**INSTRUCTIONS TO FOLLOW**
When you write out the records, keep every word exact and drop the pictures.

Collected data
################

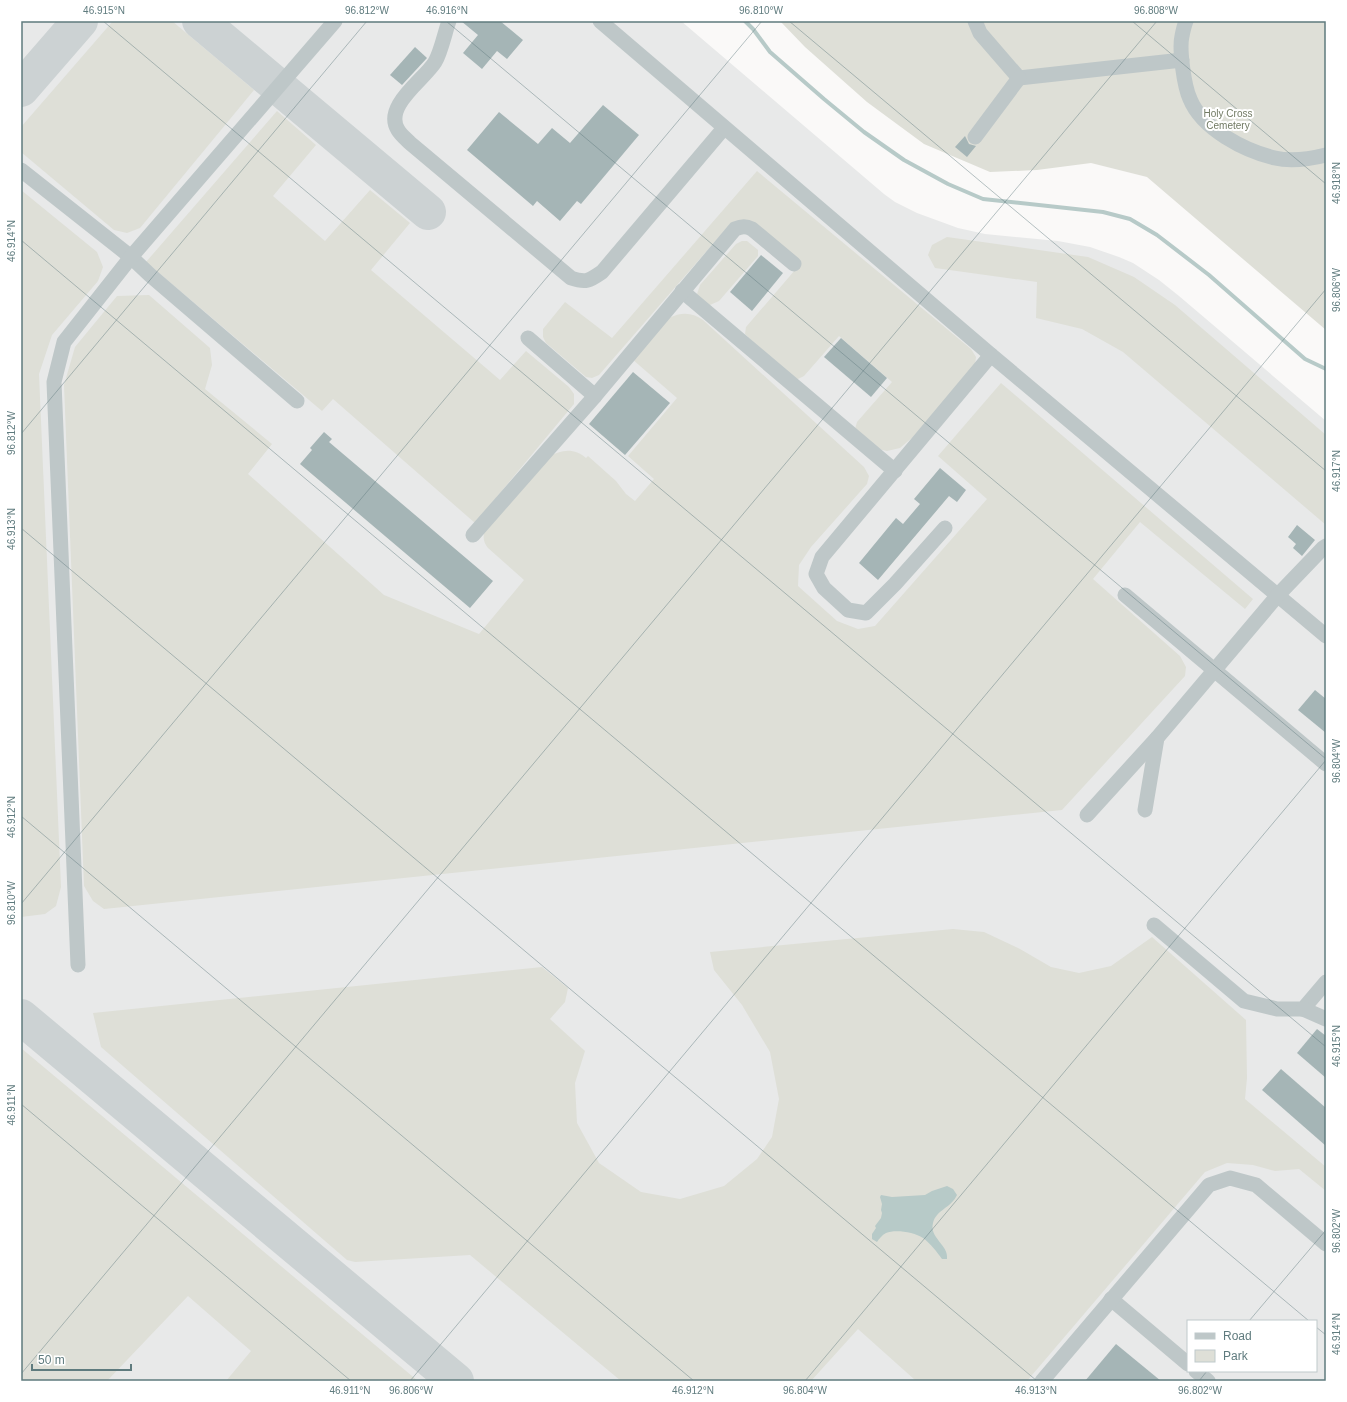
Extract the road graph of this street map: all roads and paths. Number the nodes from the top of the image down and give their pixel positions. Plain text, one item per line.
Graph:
1 (335, 21) edge
2 (449, 21) edge
3 (600, 21) edge
4 (975, 21) edge
5 (1186, 21) edge
6 (1182, 60) junction
7 (1019, 78) junction
8 (724, 128) junction
9 (975, 137) dead end
10 (1326, 155) edge
11 (21, 170) edge
12 (131, 257) junction
13 (794, 264) dead end
14 (682, 291) junction
15 (528, 338) dead end
16 (991, 355) junction
17 (595, 396) junction
18 (297, 401) dead end
19 (895, 471) junction
20 (945, 528) dead end
21 (473, 535) dead end
22 (1326, 546) edge
23 (1125, 595) dead end
24 (1278, 595) junction
25 (1326, 636) edge
26 (1214, 671) junction
27 (1157, 738) junction
28 (1326, 764) edge
29 (1145, 810) dead end
30 (1087, 815) dead end
31 (1154, 926) dead end
32 (78, 965) dead end
33 (1326, 982) edge
34 (1303, 1009) junction
35 (1326, 1019) edge
36 (1326, 1244) edge
37 (1111, 1299) junction
38 (1187, 1363) edge
39 (1197, 1372) edge
40 (1042, 1381) edge
41 (1208, 1381) edge

1 - 12 lane
2 - 8 lane
3 - 8 lane
4 - 7 lane
5 - 6 lane
6 - 7 lane
6 - 10 lane
7 - 9 lane
8 - 16 lane
11 - 12 lane
12 - 18 lane
12 - 32 lane
13 - 14 lane
14 - 17 lane
14 - 19 lane
15 - 17 lane
16 - 19 lane
16 - 24 lane
17 - 21 lane
19 - 20 lane
22 - 24 lane
23 - 26 lane
24 - 25 lane
24 - 26 lane
26 - 27 lane
26 - 28 lane
27 - 29 lane
27 - 30 lane
31 - 34 lane
33 - 34 lane
34 - 35 lane
36 - 37 lane
37 - 38 lane
37 - 40 lane
39 - 41 lane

################

**WRITTEN ANSWER**
Extract the road graph of this street map: all roads and paths. Number the nodes from the top of the image down and give their pixel positions. Plain text, one item per line.
Graph:
1 (335, 21) edge
2 (449, 21) edge
3 (600, 21) edge
4 (975, 21) edge
5 (1186, 21) edge
6 (1182, 60) junction
7 (1019, 78) junction
8 (724, 128) junction
9 (975, 137) dead end
10 (1326, 155) edge
11 (21, 170) edge
12 (131, 257) junction
13 (794, 264) dead end
14 (682, 291) junction
15 (528, 338) dead end
16 (991, 355) junction
17 (595, 396) junction
18 (297, 401) dead end
19 (895, 471) junction
20 (945, 528) dead end
21 (473, 535) dead end
22 (1326, 546) edge
23 (1125, 595) dead end
24 (1278, 595) junction
25 (1326, 636) edge
26 (1214, 671) junction
27 (1157, 738) junction
28 (1326, 764) edge
29 (1145, 810) dead end
30 (1087, 815) dead end
31 (1154, 926) dead end
32 (78, 965) dead end
33 (1326, 982) edge
34 (1303, 1009) junction
35 (1326, 1019) edge
36 (1326, 1244) edge
37 (1111, 1299) junction
38 (1187, 1363) edge
39 (1197, 1372) edge
40 (1042, 1381) edge
41 (1208, 1381) edge

1 - 12 lane
2 - 8 lane
3 - 8 lane
4 - 7 lane
5 - 6 lane
6 - 7 lane
6 - 10 lane
7 - 9 lane
8 - 16 lane
11 - 12 lane
12 - 18 lane
12 - 32 lane
13 - 14 lane
14 - 17 lane
14 - 19 lane
15 - 17 lane
16 - 19 lane
16 - 24 lane
17 - 21 lane
19 - 20 lane
22 - 24 lane
23 - 26 lane
24 - 25 lane
24 - 26 lane
26 - 27 lane
26 - 28 lane
27 - 29 lane
27 - 30 lane
31 - 34 lane
33 - 34 lane
34 - 35 lane
36 - 37 lane
37 - 38 lane
37 - 40 lane
39 - 41 lane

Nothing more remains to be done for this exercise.